A while back, I wrote about Melinda Hill, a wonderful young comedienne I’d just seen. At that time, I wrote: “Melinda Hill is bringing the fun back to funny, the smart back to ‘smarty pants,’ and the ‘hyphen’ back to hyphenate because she genuinely wears the various hats hyphenates like to claim and very rarely deserve to wear.” She can now add the “monologist/storyteller” hat. And you can see her wear that hat and tell her stories at this one-time only performance: Wednesday, April 14th at Comedy Central Stage, 8:00 p.m.
Melinda Hill explores love, loss and identity crisis in this evening of story-telling (this show will be recorded for a comedy album). This will be a wonderful evening of humor without any of those comic “wait for it” punchline gags.

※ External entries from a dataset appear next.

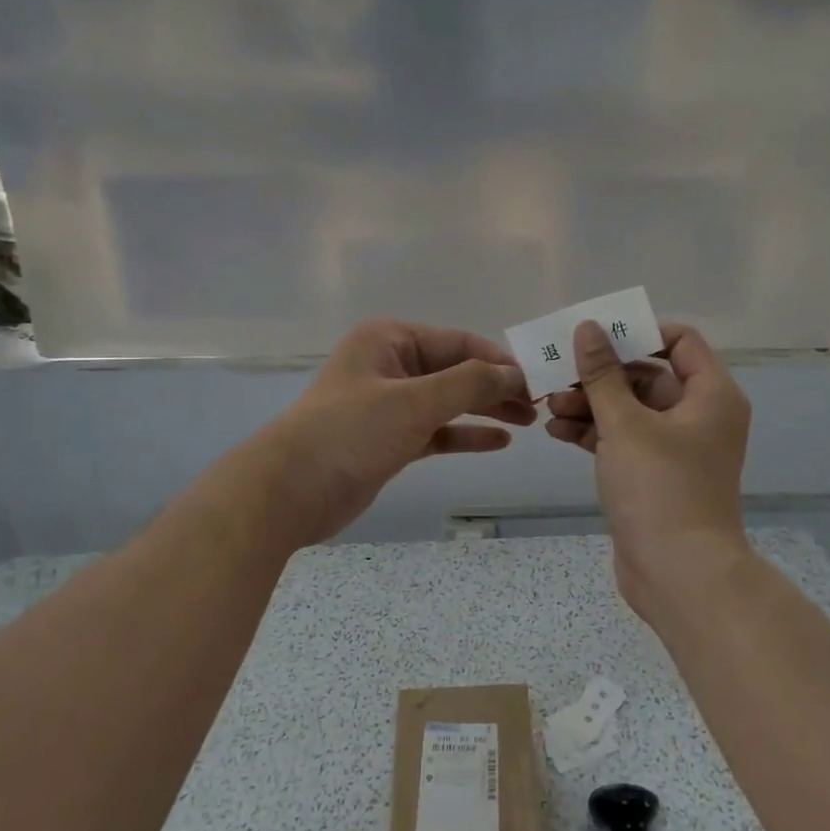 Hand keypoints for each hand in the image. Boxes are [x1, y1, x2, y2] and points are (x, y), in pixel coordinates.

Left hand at [250, 321, 534, 546]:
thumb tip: (516, 373)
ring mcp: (387, 405)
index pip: (459, 342)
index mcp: (390, 339)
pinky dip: (464, 435)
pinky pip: (435, 431)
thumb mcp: (415, 401)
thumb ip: (470, 383)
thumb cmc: (352, 432)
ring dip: (485, 410)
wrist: (290, 491)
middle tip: (539, 405)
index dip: (500, 361)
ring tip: (528, 422)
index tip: (539, 380)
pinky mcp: (387, 440)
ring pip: (448, 402)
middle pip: (456, 371)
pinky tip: (498, 442)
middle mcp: (389, 365)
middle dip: (496, 386)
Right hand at [545, 320, 751, 619]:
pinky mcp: (654, 475)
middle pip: (647, 375)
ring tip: (549, 407)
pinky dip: (594, 433)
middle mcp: (699, 415)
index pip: (679, 340)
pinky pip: (623, 440)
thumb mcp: (625, 424)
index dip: (638, 333)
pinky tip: (557, 432)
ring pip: (630, 410)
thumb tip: (587, 327)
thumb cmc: (660, 488)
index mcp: (710, 394)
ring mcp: (676, 448)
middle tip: (558, 375)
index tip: (596, 339)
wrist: (679, 575)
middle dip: (600, 375)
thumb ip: (602, 374)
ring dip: (590, 405) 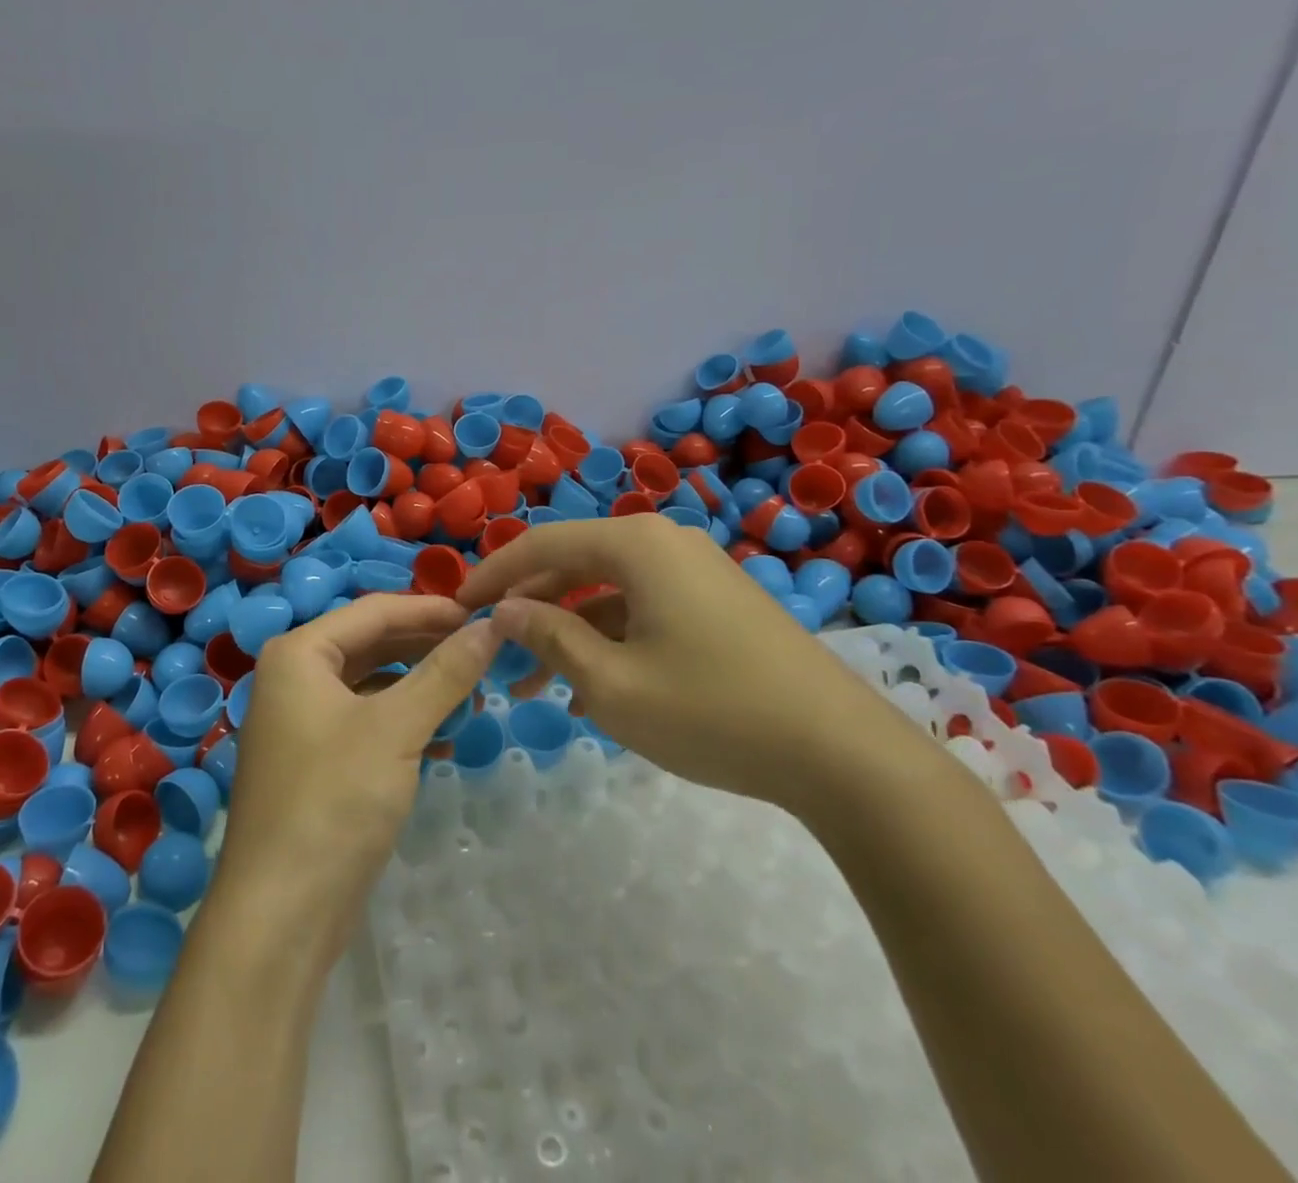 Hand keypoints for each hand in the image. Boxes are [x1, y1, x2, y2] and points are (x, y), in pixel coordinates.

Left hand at [213, 595, 499, 968]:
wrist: (280, 915)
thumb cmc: (333, 802)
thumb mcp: (396, 729)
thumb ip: (445, 673)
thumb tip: (491, 626)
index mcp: (299, 653)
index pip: (375, 609)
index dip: (432, 609)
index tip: (485, 615)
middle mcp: (295, 677)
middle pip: (372, 642)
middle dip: (428, 646)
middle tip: (484, 652)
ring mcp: (302, 720)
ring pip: (372, 683)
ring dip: (420, 685)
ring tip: (473, 694)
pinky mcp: (316, 760)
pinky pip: (366, 720)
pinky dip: (404, 721)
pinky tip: (444, 736)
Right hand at [455, 514, 910, 812]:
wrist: (841, 754)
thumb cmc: (711, 710)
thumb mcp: (611, 683)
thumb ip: (550, 637)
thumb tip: (506, 611)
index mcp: (636, 545)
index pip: (541, 543)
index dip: (493, 573)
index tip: (455, 606)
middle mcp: (664, 543)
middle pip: (574, 563)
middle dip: (529, 607)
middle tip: (491, 649)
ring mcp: (695, 572)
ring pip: (607, 591)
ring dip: (567, 630)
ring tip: (532, 685)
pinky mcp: (716, 603)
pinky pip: (642, 608)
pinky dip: (608, 639)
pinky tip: (589, 689) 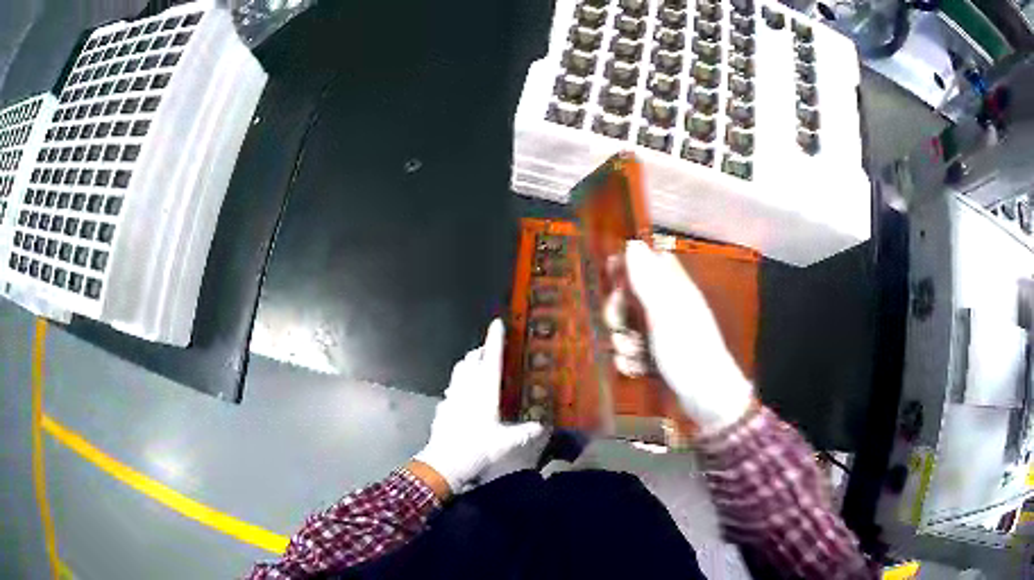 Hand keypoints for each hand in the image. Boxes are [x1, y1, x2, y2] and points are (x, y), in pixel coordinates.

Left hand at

Some comedians string together a bunch of jokes they’ve created with very flimsy, if any at all, transitions, and expect us to follow their train of thought – or thoughtlessness. There were several generations of comedians who didn’t tell jokes but rather anecdotes. There are still some today, but the stories seem contrived and lack an honesty of a situation. Melinda is a storyteller in the old-fashioned sense. Melinda is beyond that. She’s a genuine monologist — a skilled monologist in the more literary sense. This is not “stand-up.” This is “sit down and listen” to 45 minutes of funny and sad stories — a very special evening. A comedian puts down the armor of an act and gets real for an hour!

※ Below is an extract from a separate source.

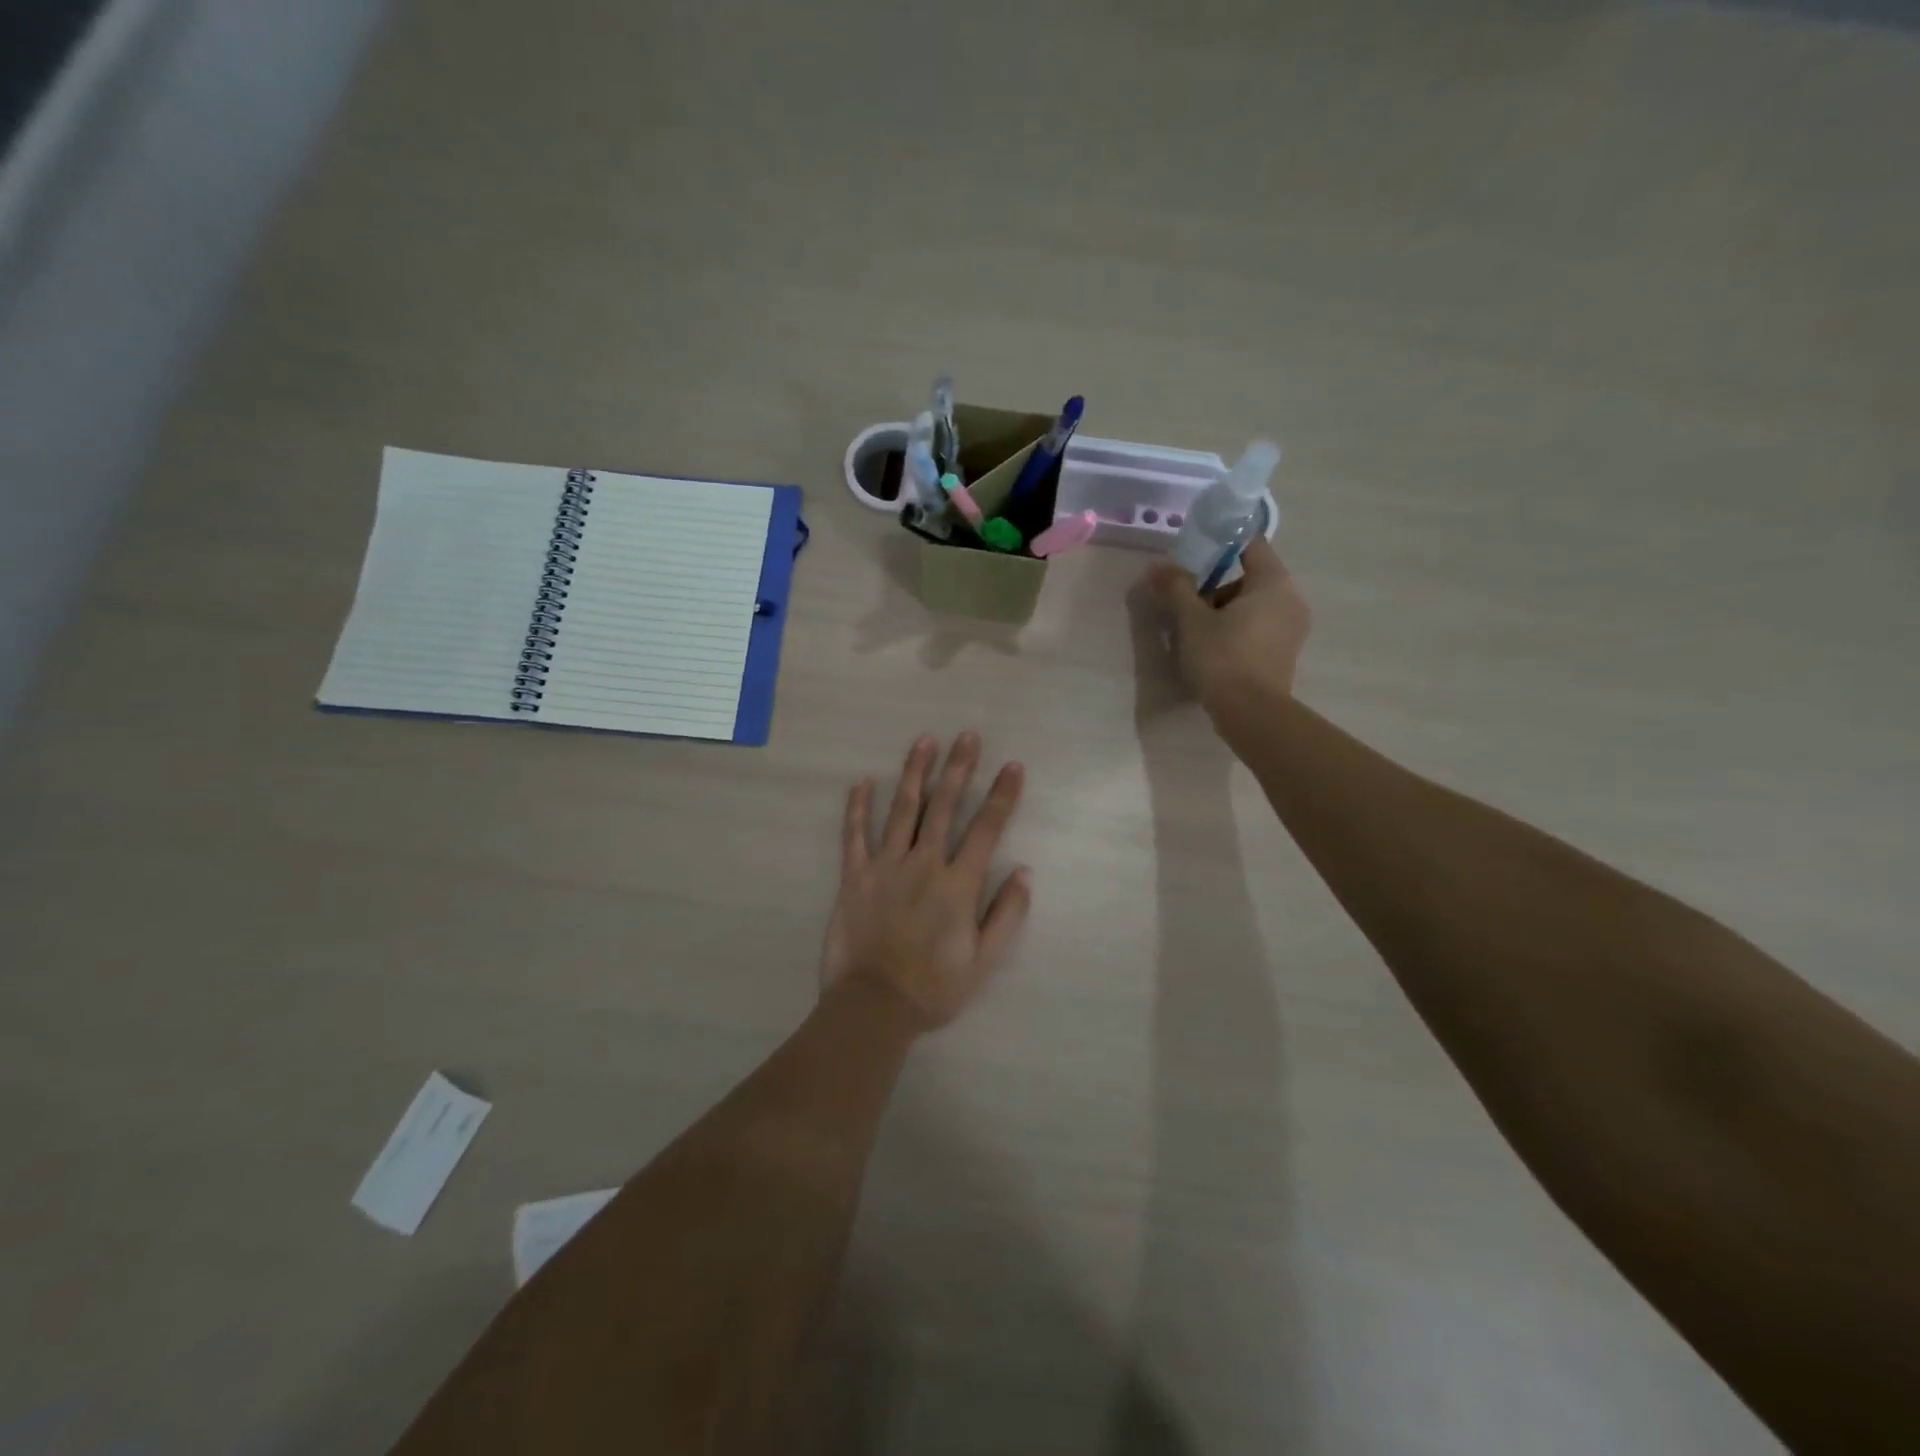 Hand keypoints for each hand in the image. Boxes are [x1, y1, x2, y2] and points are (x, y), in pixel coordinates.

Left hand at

When I heard about the evening, I asked Melinda why she would do this kind of a performance. It’s such a risk to be so vulnerable as a comedian. Her answer was very simple:
Melinda Hill: When a record company approached me to do a comedy album, I decided to record stories instead of stand-up. I studied fiction writing in college and, over the past few years, have had the opportunity to read stories at great shows like Sit N Spin, Tasty Words, Four Stories and a Cover, Word Play, Lit Up, and Literary Death Match. That gave me deadlines to write and amazing audiences which led to being published in LA Weekly Comedy Issue and Opium Magazine. I’m so inspired by the honesty and humor of the stories that I see at these shows, as well as by best-selling author friends of mine like Elna Baker, Mishna Wolff, Stephanie Wilder-Taylor, Maggie Rowe and Andersen Gabrych, who are putting really exciting, funny but sad work out into the world. I’m also a huge Sedaris and This American Life fan, of course. I did a show called Stories of a Girl Who Was in a Creed Video (directed by Tom Gianas) which spawned some stories that don’t exactly have a place in my stand-up so I thought this album would be the perfect place to put them as well.

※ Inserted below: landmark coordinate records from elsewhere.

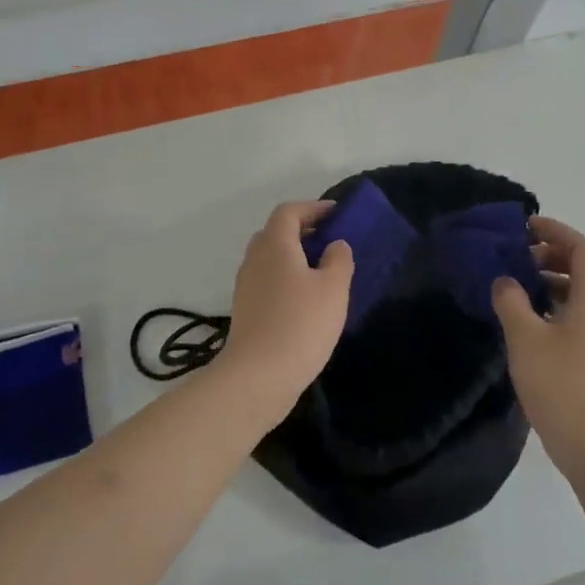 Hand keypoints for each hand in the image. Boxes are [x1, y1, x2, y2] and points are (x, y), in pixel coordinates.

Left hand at [221, 201, 354, 418]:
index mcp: (274, 245)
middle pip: (276, 233)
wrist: (258, 376)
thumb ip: (339, 259)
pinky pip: (268, 282)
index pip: (289, 212)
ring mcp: (246, 286)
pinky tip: (307, 301)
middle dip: (302, 231)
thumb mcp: (333, 288)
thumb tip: (334, 245)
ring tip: (323, 272)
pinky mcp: (246, 310)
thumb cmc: (301, 324)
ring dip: (294, 257)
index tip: (337, 213)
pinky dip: (287, 279)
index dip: (313, 207)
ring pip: (270, 259)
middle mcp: (255, 259)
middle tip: (330, 241)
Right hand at [492, 215, 584, 479]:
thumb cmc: (560, 383)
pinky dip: (555, 305)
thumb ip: (511, 301)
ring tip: (517, 287)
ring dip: (551, 281)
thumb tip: (505, 281)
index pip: (581, 248)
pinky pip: (578, 315)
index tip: (525, 226)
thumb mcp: (525, 337)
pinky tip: (528, 321)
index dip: (555, 231)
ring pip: (580, 293)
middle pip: (584, 268)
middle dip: (551, 255)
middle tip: (517, 257) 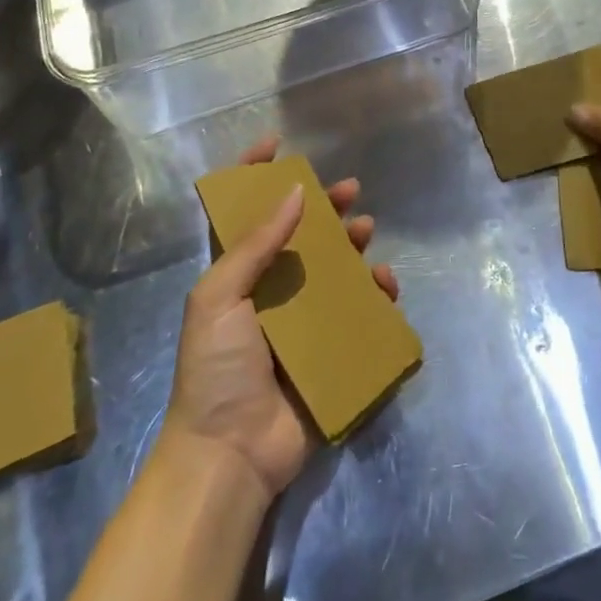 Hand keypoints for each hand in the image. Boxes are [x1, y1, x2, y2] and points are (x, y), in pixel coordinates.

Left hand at [161, 136, 399, 501]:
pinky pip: (360, 313)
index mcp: (238, 276)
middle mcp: (272, 291)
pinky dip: (376, 295)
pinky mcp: (330, 350)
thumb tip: (294, 192)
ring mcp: (303, 321)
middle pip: (302, 235)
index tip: (276, 145)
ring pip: (336, 268)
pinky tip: (385, 284)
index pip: (245, 215)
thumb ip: (255, 245)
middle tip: (350, 190)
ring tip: (366, 232)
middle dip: (325, 207)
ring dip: (354, 245)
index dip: (254, 176)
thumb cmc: (215, 369)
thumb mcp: (219, 297)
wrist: (231, 455) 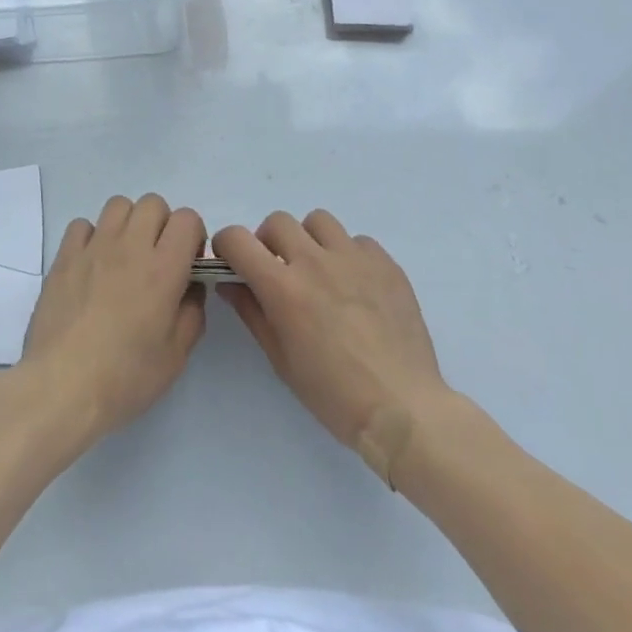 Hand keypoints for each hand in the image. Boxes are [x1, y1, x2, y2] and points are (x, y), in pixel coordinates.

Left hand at [17, 194, 206, 443]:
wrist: (62, 386)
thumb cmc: (125, 377)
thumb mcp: (176, 357)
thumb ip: (192, 313)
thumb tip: (190, 287)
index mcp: (163, 269)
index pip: (187, 218)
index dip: (193, 236)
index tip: (187, 263)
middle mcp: (130, 246)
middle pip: (153, 203)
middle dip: (162, 225)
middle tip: (156, 259)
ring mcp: (94, 246)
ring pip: (118, 205)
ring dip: (128, 224)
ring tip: (124, 258)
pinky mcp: (65, 255)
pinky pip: (83, 225)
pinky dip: (92, 237)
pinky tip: (92, 265)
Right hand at [213, 210, 448, 455]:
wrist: (404, 410)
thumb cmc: (334, 395)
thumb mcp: (281, 360)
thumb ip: (252, 313)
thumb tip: (230, 283)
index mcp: (284, 287)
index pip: (238, 239)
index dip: (227, 245)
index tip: (232, 262)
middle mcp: (315, 261)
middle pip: (277, 222)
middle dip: (268, 242)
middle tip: (279, 271)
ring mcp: (353, 258)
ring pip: (318, 221)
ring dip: (309, 240)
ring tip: (319, 271)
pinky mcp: (385, 263)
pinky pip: (358, 241)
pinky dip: (349, 255)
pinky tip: (356, 285)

Most of the stories happen very organically. I don’t set out to write them. Ridiculous things just continually happen around me, and when I tell friends and they have a big reaction, I know I’m on to something. If they’re bored and struggling to pay attention, then I know that story is useless. I hope, when people hear the stories, that they will laugh, cry, and pass them on to their friends, just like they do with their illegal substances and their under-pants that don’t fit anymore.
As I said, Melinda is a monologist in the most traditionally emblematic sense of the word, and it’s time for comedy to reestablish some of the lost tradition of its origins in theatre as a form of entertainment that makes the audience think, rather than a way to be passively entertained.